Premature deaths and lifelong morbidity resulting from malnutrition can be avoided through coordinated efforts across sectors. Evidence has shown reliance on income growth alone (higher GDP) may not translate into improved nutritional status and the benefits of targeted, nutrition-sensitive interventions far outweigh the costs. Better nutrition leads to higher lifetime earnings and thus economic growth through improved productivity.
Nutrition-sensitive programming delivered during the key window of the first 1000 days between conception and the child’s second birthday is essential and requires the successful scaling-up of proven, cost-effective interventions. To achieve this, sector-wide engagement of all stakeholders is needed, including private businesses. Strong and transparent political leadership and community participation is required, and alignment and tracking of donor assistance needs to be addressed. Innovative ways in which governments can incentivise and adequately train public health and community workers to provide services across the continuum of care for Reproductive, Maternal and Newborn and Child Health need to be implemented, evaluated, and scaled-up.

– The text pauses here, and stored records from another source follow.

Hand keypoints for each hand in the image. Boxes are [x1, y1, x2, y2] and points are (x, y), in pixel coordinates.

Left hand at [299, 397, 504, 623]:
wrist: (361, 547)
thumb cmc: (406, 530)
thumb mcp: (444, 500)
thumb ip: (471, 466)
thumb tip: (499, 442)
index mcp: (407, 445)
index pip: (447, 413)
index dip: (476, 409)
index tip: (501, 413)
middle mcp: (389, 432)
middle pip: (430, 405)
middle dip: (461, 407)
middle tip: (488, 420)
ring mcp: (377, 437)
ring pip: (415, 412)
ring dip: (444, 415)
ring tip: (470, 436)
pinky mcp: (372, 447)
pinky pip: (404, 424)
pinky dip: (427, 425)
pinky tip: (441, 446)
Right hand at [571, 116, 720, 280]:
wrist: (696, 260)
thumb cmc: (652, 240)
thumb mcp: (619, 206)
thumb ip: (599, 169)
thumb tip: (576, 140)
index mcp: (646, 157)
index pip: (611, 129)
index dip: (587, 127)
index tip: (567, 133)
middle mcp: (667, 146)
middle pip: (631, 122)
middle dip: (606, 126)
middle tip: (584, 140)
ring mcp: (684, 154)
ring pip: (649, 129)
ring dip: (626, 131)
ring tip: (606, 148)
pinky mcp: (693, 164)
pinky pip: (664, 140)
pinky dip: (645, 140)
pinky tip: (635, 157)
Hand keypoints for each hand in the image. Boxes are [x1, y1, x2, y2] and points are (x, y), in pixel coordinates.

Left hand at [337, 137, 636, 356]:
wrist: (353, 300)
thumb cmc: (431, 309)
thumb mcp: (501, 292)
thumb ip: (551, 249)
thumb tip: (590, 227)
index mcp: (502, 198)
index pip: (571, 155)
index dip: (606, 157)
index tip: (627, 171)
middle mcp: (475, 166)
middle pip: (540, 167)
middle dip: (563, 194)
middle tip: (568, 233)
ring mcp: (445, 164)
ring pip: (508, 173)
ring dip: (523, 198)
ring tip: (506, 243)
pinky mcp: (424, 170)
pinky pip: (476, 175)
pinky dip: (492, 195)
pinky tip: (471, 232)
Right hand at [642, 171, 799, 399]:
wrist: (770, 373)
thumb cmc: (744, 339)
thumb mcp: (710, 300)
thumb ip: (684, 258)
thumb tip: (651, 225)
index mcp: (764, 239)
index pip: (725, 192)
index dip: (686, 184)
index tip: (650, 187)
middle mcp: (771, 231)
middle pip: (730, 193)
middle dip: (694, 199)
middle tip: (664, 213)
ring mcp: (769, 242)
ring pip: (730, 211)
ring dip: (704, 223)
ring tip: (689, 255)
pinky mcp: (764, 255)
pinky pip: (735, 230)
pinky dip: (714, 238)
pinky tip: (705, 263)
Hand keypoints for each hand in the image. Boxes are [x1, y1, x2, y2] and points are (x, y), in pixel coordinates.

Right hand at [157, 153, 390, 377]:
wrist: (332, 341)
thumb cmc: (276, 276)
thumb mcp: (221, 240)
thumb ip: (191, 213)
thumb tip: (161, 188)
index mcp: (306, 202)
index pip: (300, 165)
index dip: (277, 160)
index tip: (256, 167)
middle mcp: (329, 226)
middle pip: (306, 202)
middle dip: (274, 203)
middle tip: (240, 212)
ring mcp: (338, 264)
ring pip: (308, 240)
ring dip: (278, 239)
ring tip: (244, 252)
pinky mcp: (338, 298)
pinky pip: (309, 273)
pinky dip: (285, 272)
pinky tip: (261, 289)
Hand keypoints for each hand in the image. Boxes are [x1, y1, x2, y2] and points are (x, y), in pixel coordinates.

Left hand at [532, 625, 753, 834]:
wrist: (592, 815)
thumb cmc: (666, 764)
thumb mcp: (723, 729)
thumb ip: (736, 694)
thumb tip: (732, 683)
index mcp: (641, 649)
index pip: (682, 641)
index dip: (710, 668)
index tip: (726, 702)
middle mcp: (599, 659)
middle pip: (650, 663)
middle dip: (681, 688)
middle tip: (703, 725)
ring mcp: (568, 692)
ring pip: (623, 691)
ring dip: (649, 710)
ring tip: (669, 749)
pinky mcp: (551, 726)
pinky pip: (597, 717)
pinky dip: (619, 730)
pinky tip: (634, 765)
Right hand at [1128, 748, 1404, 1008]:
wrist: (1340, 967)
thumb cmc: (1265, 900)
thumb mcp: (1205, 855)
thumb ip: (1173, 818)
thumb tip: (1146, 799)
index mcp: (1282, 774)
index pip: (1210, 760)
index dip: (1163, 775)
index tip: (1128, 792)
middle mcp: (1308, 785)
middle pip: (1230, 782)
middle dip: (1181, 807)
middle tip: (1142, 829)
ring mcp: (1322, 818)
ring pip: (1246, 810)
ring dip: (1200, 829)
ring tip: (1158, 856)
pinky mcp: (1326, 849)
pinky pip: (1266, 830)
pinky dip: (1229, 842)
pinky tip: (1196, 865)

All actors, including global partnerships, must prioritise women’s and children’s health and nutrition and actively promote accountability for progress around MDGs 4 and 5 by working to ensure the tracking and oversight of resources, and by improving health information systems to better understand and account for challenges. Funding of country-owned nutrition plans and programmes must be equitable, adequate, timely, sustained, and aligned in order to reflect and respond to the severity and burden of malnutrition.